[What you should do] Would you copy each line of the records that includes the word "Fletcher"?

Stored data:
>>
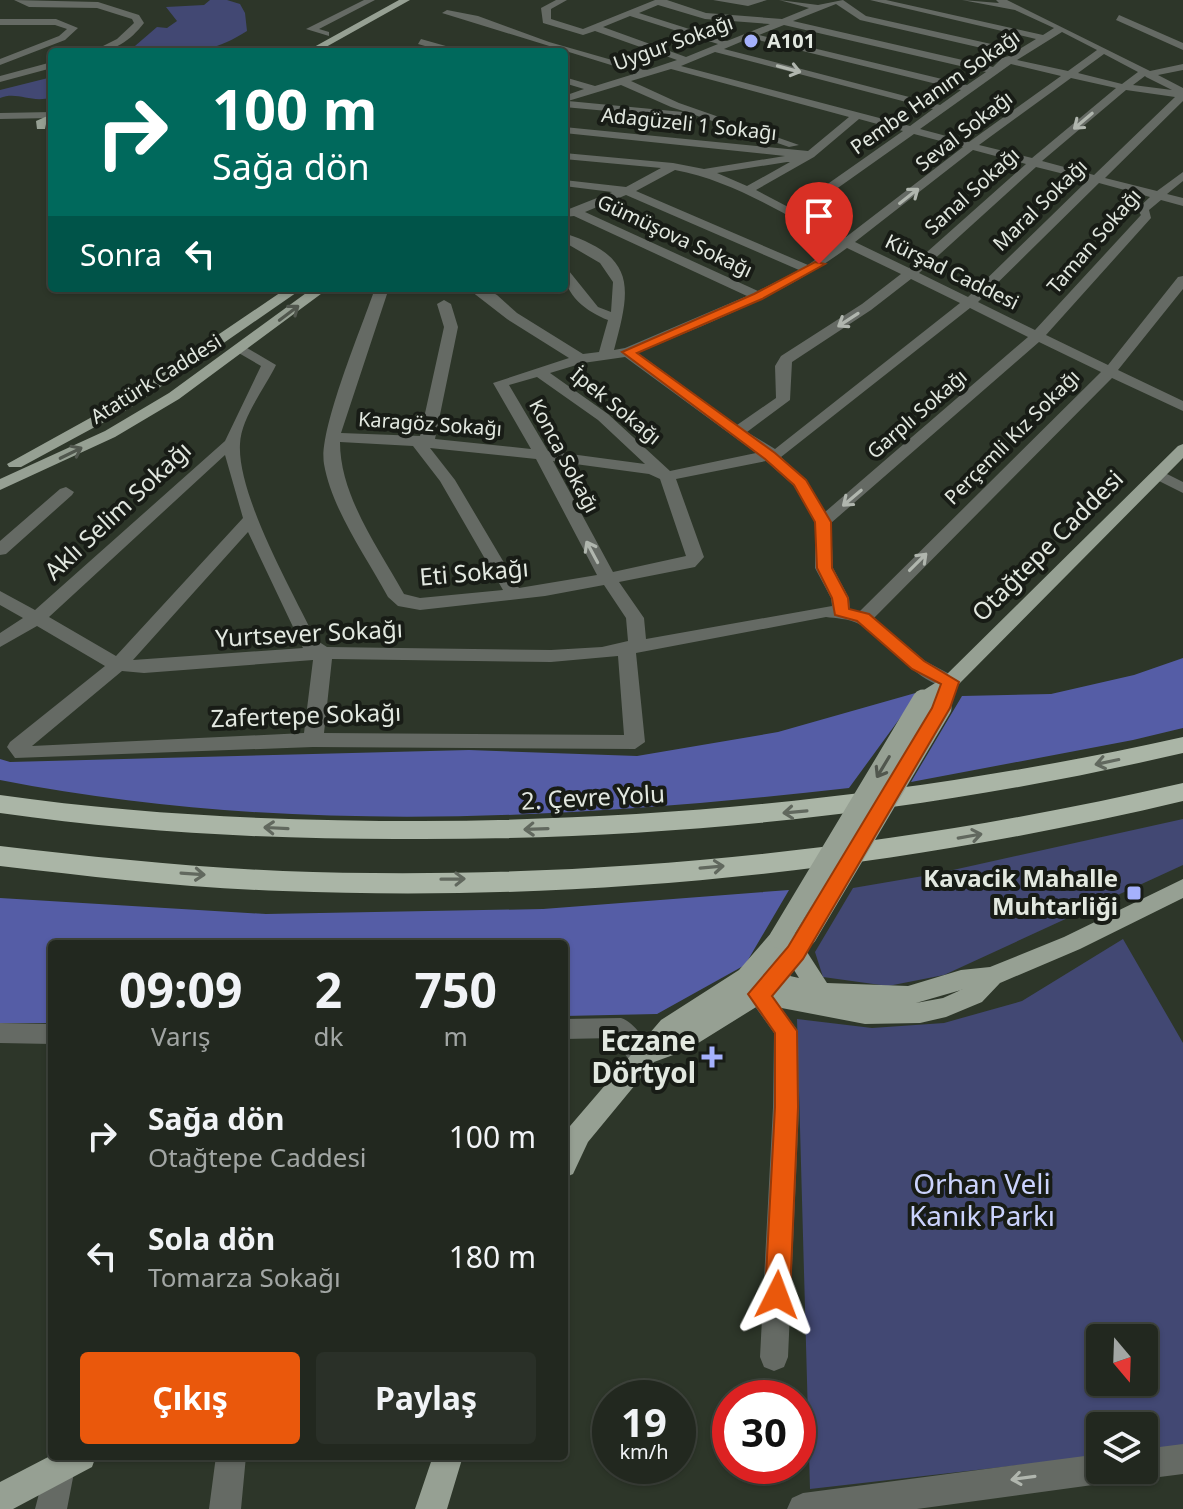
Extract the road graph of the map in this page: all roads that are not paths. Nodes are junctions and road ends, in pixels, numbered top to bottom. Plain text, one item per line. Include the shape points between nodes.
1 (18, 0) edge
2 (336, 0) edge
3 (389, 0) edge
4 (406, 0) edge
5 (563, 0) edge
6 (717, 0) edge
7 (763, 0) edge
8 (783, 0) edge
9 (838, 0) edge
10 (874, 0) edge
11 (966, 0) edge
12 (661, 1) edge
13 (1003, 2) edge
14 (371, 4) edge
15 (1021, 4) edge
16 (358, 6) junction
17 (821, 8) junction
18 (313, 12) dead end
19 (447, 13) dead end
20 (629, 13) junction
21 (1119, 18) dead end
22 (333, 19) junction
23 (0, 22) edge
24 (784, 22) junction
25 (596, 28) junction
26 (1061, 28) junction
27 (326, 34) junction
28 (749, 35) junction
29 (1044, 38) junction
30 (421, 42) dead end
31 (728, 44) junction
32 (1183, 47) edge
33 (108, 48) edge
34 (303, 48) edge
35 (317, 48) edge
36 (443, 48) edge
37 (560, 48) edge
38 (714, 49) junction
39 (568, 50) edge
40 (1104, 50) junction
41 (1017, 53) junction
42 (686, 60) junction
43 (1005, 60) junction
44 (0, 62) edge
45 (48, 66) edge
46 (671, 66) junction
47 (1183, 67) edge
48 (991, 70) junction
49 (646, 73) junction
50 (1146, 73) junction
51 (1068, 75) junction
52 (0, 79) edge
53 (568, 81) edge
54 (622, 81) junction
55 (1124, 87) junction
56 (967, 88) junction
57 (594, 89) junction
58 (1183, 94) edge
59 (568, 100) edge
60 (568, 102) edge
61 (940, 108) junction
62 (859, 114) junction
63 (4, 116) edge
64 (48, 116) edge
65 (718, 121) junction
66 (913, 128) junction
67 (48, 129) edge
68 (568, 130) edge
69 (973, 144) junction
70 (810, 155) junction
71 (568, 156) edge
72 (1035, 161) junction
73 (673, 166) junction
74 (704, 172) junction
75 (1183, 175) edge
76 (1097, 178) junction
77 (568, 183) edge
78 (624, 190) junction
79 (748, 190) junction
80 (1162, 196) junction
81 (1183, 202) edge
82 (569, 213) edge
83 (792, 214) junction
84 (568, 239) edge
85 (847, 243) junction
86 (809, 270) junction
87 (910, 274) junction
88 (568, 279) edge
89 (1183, 280) edge
90 (290, 292) edge
91 (317, 292) edge
92 (379, 292) edge
93 (481, 292) edge
94 (758, 296) junction
95 (969, 303) junction
96 (444, 304) dead end
97 (615, 318) junction
98 (1037, 336) junction
99 (242, 349) junction
100 (628, 352) junction
101 (606, 354) junction
102 (581, 359) junction
103 (538, 371) junction
104 (1110, 371) junction
105 (1183, 407) edge
106 (737, 432) junction
107 (332, 437) junction
108 (422, 441) junction
109 (232, 443) junction
110 (1183, 449) edge
111 (540, 453) junction
112 (770, 456) junction
113 (0, 470) edge
114 (1159, 475) junction
115 (667, 476) junction
116 (0, 485) edge
117 (1183, 488) edge
118 (66, 492) dead end
119 (251, 519) junction
120 (823, 522) junction
121 (0, 550) edge
122 (611, 578) junction
123 (514, 594) junction
124 (0, 597) edge
125 (841, 612) junction
126 (38, 617) junction
127 (863, 618) junction
128 (0, 641) edge
129 (632, 646) junction
130 (323, 653) junction
131 (118, 665) junction
132 (950, 682) junction
133 (313, 740) junction
134 (1183, 745) edge
135 (1183, 792) edge
136 (0, 804) edge
137 (0, 856) edge
138 (0, 866) edge
139 (115, 869) junction
140 (1183, 888) edge
141 (794, 943) junction
142 (992, 976) junction
143 (765, 988) junction
144 (820, 992) junction
145 (568, 1029) edge
146 (48, 1034) edge
147 (1, 1035) edge
148 (641, 1057) junction
149 (572, 1141) edge
150 (774, 1357) dead end
151 (1183, 1459) edge
152 (68, 1460) edge
153 (231, 1460) edge
154 (447, 1460) edge
155 (1158, 1462) edge
156 (1086, 1471) edge
157 (0, 1499) edge
158 (51, 1509) edge
159 (225, 1509) edge
160 (431, 1509) edge
161 (803, 1509) edge

1 - 33 street via 98,5 136,17 139,23 129,35
2 - 16 street
3 - 14 main road
4 - 35 main road
5 - 25 street via 546,8 546,21 577,31
6 - 7 street
8 - 17 street
9 - 17 street, Uygur Sokağı
9 - 41 street via 863,18
10 - 29 street
11 - 15 street
12 - 20 street
12 - 24 street via 705,16
13 - 15 street
14 - 16 street
14 - 27 main road
15 - 26 street
16 - 22 street
17 - 24 street, Uygur Sokağı
18 - 22 street
19 - 37 street
20 - 25 street
20 - 31 street
21 - 32 street
22 - 27 street via 311,29
23 - 44 street via 56,22 73,28 62,38
24 - 28 street, Uygur Sokağı
24 - 48 street
25 - 42 street
26 - 29 street, Pembe Hanım Sokağı
26 - 40 street
27 - 34 main road
28 - 31 street, Uygur Sokağı
28 - 56 street
29 - 41 street, Pembe Hanım Sokağı
30 - 36 street
31 - 38 street, Uygur Sokağı
38 - 42 street, Uygur Sokağı
38 -> 61 street
39 - 49 street
40 - 50 street
40 - 51 street, Seval Sokağı
41 - 43 street, Pembe Hanım Sokağı
42 - 46 street, Uygur Sokağı
43 - 48 street, Pembe Hanım Sokağı
43 - 51 street
45 - 52 street
46 - 49 street, Uygur Sokağı
46 - 62 street
47 - 50 street
48 - 56 street, Pembe Hanım Sokağı
49 - 54 street, Uygur Sokağı
50 - 55 street, Sanal Sokağı
50 - 58 street
51 - 55 street
51 - 69 street, Seval Sokağı
53 - 57 street
54 - 57 street, Uygur Sokağı
54 - 65 street
55 - 58 street
55 -> 72 street, Sanal Sokağı
56 - 61 street, Pembe Hanım Sokağı
57 - 59 street, Uygur Sokağı
58 - 76 street, Maral Sokağı
60 - 65 street
61 - 66 street, Pembe Hanım Sokağı
62 - 66 street
62 - 70 street
63 - 64 street
63 - 67 street
65 - 70 street via 776,138
66 - 69 street
66 - 83 street, Pembe Hanım Sokağı
68 - 70 street, Adagüzeli 1 Sokaḡı
69 - 72 street
85 -> 69 street, Seval Sokağı
70 - 74 street
70 - 79 street
71 - 73 street
72 - 76 street
72 - 87 street, Sanal Sokağı
73 - 74 street
73 - 78 street
74 - 79 street, Kürşad Caddesi
75 - 80 street, Taman Sokağı
76 - 80 street
76 - 95 street, Maral Sokağı
77 - 78 street
78 - 82 street
78 - 86 street
79 - 83 street, Kürşad Caddesi
80 - 81 street
80 - 98 street, Taman Sokağı via 1143,209 1147,215
82 - 94 street, Gümüşova Sokağı
83 - 85 street, Kürşad Caddesi
84 - 97 street via 603,257 619,276 622,295
85 - 86 street, Seval Sokağı
85 - 87 street, Kürşad Caddesi
86 - 94 street, Seval Sokağı
87 - 95 street, Kürşad Caddesi
87 -> 106 street, Sanal Sokağı via 786,359 783,400
88 - 97 street via 593,310
89 - 104 street, Perçemli Kız Sokağı
90 - 113 main road via 152,389
99 -> 91 main road, Atatürk Caddesi
92 - 107 street, Eti Sokağı
93 - 102 street
94 - 100 street, Konca Sokağı
95 - 98 street, Kürşad Caddesi
95 - 112 street, Maral Sokağı
96 - 108 street via 451,327
97 - 101 street
98 - 104 street, Kürşad Caddesi
98 -> 120 street, Garplı Sokağı
99 - 109 street via 269,365
116 -> 99 main road, Atatürk Caddesi via 110,434
100 - 101 street, Konca Sokağı
100 - 106 street
101 - 102 street, Konca Sokağı
102 - 103 street, Konca Sokağı
103 - 111 street, Konca Sokağı via 500,383
103 - 115 street, İpek Sokağı via 603,417
104 - 105 street, Kürşad Caddesi
127 -> 104 street, Perçemli Kız Sokağı
106 - 112 street
107 - 108 street, Karagöz Sokağı
107 - 123 street, Eti Sokağı via 332,464 347,505 397,597 420,604
108 - 111 street, Karagöz Sokağı
108 - 123 street
109 - 119 street
109 - 126 street, Aklı Selim Sokağı
110 - 114 main road, Otağtepe Caddesi
111 - 115 street, Karagöz Sokağı
122 -> 111 street, Konca Sokağı via 599,565
112 - 115 street
112 - 120 street via 800,483
114 - 117 street
114 - 132 main road, Otağtepe Caddesi
115 - 122 street, Eti Sokağı via 694,561
118 - 121 street
119 - 130 street via 309,644
119 - 131 street
120 - 125 street via 824,568 840,598
122 - 123 street, Eti Sokağı
122 - 129 street, Konca Sokağı via 635,618
124 - 126 street
125 - 127 street
125 - 129 street, Yurtsever Sokağı
126 - 128 street, Aklı Selim Sokağı
126 - 131 street
127 - 132 street via 918,665
129 - 130 street, Yurtsever Sokağı via 551,656
129 - 133 street, Zafertepe Sokağı via 635,742
130 - 131 street, Yurtsever Sokağı
130 - 133 street
131 - 133 street, Zafertepe Sokağı via 17,747 22,753
132 - 141 main road, bridge via 932,704
134 -> 136 highway, 2. Çevre Yolu via 924,797 578,828 320,830 154,821
139 -> 135 highway via 323,882 663,871 937,841
137 - 139 highway
138 - 139 highway
140 - 142 main road
141 - 143 main road
141 - 144 main road
142 - 143 main road via 973,996 947,1007 890,1015 838,1014
142 - 144 main road via 908,996
143 - 144 main road
143 - 148 main road via 678,1043
143 - 150 street via 786,1031
145 - 148 street via 621,1028
146 - 147 street
148 - 149 main road
151 - 155 street
152 - 157 main road
152 - 158 street
153 - 159 street
154 - 160 main road
156 -> 161 street

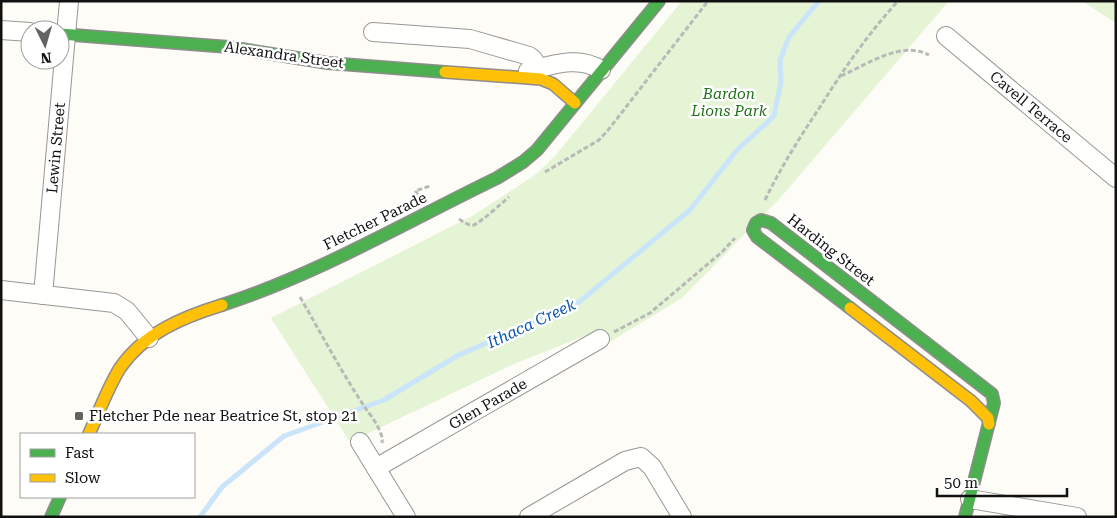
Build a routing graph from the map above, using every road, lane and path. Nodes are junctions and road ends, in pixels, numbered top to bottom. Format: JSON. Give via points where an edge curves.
{"nodes":[{"id":1,"x":69,"y":1,"type":"edge"},
{"id":2,"x":659,"y":1,"type":"edge"},
{"id":3,"x":708,"y":1,"type":"edge"},
{"id":4,"x":898,"y":1,"type":"edge"},
{"id":5,"x":66,"y":20,"type":"edge"},
{"id":6,"x":1,"y":30,"type":"edge"},
{"id":7,"x":20,"y":31,"type":"edge"},
{"id":8,"x":373,"y":32,"type":"dead end"},
{"id":9,"x":70,"y":35,"type":"edge"},
{"id":10,"x":946,"y":36,"type":"dead end"},
{"id":11,"x":929,"y":55,"type":"dead end"},
{"id":12,"x":539,"y":68,"type":"junction"},
{"id":13,"x":60,"y":70,"type":"edge"},
{"id":14,"x":601,"y":70,"type":"junction"},
{"id":15,"x":508,"y":76,"type":"junction"},
{"id":16,"x":839,"y":78,"type":"junction"},
{"id":17,"x":575,"y":102,"type":"junction"},
{"id":18,"x":538,"y":177,"type":"dead end"},
{"id":19,"x":1116,"y":178,"type":"edge"},
{"id":20,"x":514,"y":192,"type":"dead end"},
{"id":21,"x":451,"y":201,"type":"junction"},
{"id":22,"x":760,"y":207,"type":"dead end"},
{"id":23,"x":740,"y":232,"type":"dead end"},
{"id":24,"x":1,"y":290,"type":"edge"},
{"id":25,"x":43,"y":295,"type":"junction"},
{"id":26,"x":300,"y":297,"type":"dead end"},
{"id":27,"x":149,"y":338,"type":"junction"},
{"id":28,"x":600,"y":339,"type":"joint"},
{"id":29,"x":372,"y":418,"type":"dead end"},
{"id":30,"x":989,"y":424,"type":"junction"},
{"id":31,"x":89,"y":433,"type":"edge"},
{"id":32,"x":360,"y":442,"type":"dead end"},
{"id":33,"x":376,"y":468,"type":"junction"},
{"id":34,"x":60,"y":498,"type":"edge"},
{"id":35,"x":970,"y":499,"type":"junction"},
{"id":36,"x":51,"y":517,"type":"edge"},
{"id":37,"x":406,"y":517,"type":"edge"},
{"id":38,"x":529,"y":517,"type":"edge"},
{"id":39,"x":682,"y":517,"type":"edge"},
{"id":40,"x":965,"y":517,"type":"edge"},
{"id":41,"x":1077,"y":517,"type":"edge"}],
"edges":[{"from":1,"to":5,"type":"street","name":"Lewin Street"},
{"from":2,"to":14,"type":"street","name":"Fletcher Parade"},
{"from":3,"to":18,"type":"path","via":[[599,140]]},
{"from":4,"to":16,"type":"path"},
{"from":6,"to":7,"type":"street"},
{"from":8,"to":12,"type":"street","via":[[477,41],[529,56]]},
{"from":9,"to":15,"type":"street","name":"Alexandra Street","via":[[229,47],[328,62]]},
{"from":10,"to":19,"type":"street","name":"Cavell Terrace"},
{"from":11,"to":16,"type":"path","via":[[921,51],[897,51]]},
{"from":12,"to":14,"type":"street","name":"Alexandra Street","via":[[578,62]]},
{"from":12,"to":15,"type":"street","name":"Alexandra Street"},
{"from":13,"to":25,"type":"street","name":"Lewin Street"},
{"from":14,"to":17,"type":"street","name":"Fletcher Parade"},
{"from":15,"to":17,"type":"street","name":"Alexandra Street","via":[[545,80]]},
{"from":16,"to":22,"type":"path","via":[[783,164]]},
{"from":17,"to":21,"type":"street","name":"Fletcher Parade","via":[[524,162]]},
{"from":20,"to":21,"type":"path","via":[[473,225],[459,219]]},
{"from":21,"to":27,"type":"street","name":"Fletcher Parade","via":[[277,285],[182,320]]},
{"from":23,"to":28,"type":"path","via":[[722,252],[650,313]]},
{"from":24,"to":25,"type":"street"},
{"from":25,"to":27,"type":"street","via":[[114,303],[127,310]]},
{"from":26,"to":29,"type":"path"},
{"from":27,"to":31,"type":"street","name":"Fletcher Parade","via":[[120,367]]},
{"from":28,"to":33,"type":"street","name":"Glen Parade"},
{"from":30,"to":30,"type":"street","name":"Harding Street","via":[[988,418],[971,401],[757,237],[753,230],[756,223],[761,220],[771,223],[990,392],[995,398]]},
{"from":30,"to":35,"type":"street","name":"Harding Street"},
{"from":32,"to":33,"type":"street"},
{"from":33,"to":37,"type":"street"},
{"from":34,"to":36,"type":"street"},
{"from":35,"to":40,"type":"street","name":"Harding Street"},
{"from":35,"to":41,"type":"street"},
{"from":38,"to":39,"type":"street","via":[[625,461],[640,457],[652,467]]}]}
<<
[Task answer]
{"from":2,"to":14,"type":"street","name":"Fletcher Parade"},
{"from":14,"to":17,"type":"street","name":"Fletcher Parade"},
{"from":17,"to":21,"type":"street","name":"Fletcher Parade","via":[[524,162]]},
{"from":21,"to":27,"type":"street","name":"Fletcher Parade","via":[[277,285],[182,320]]},
{"from":27,"to":31,"type":"street","name":"Fletcher Parade","via":[[120,367]]},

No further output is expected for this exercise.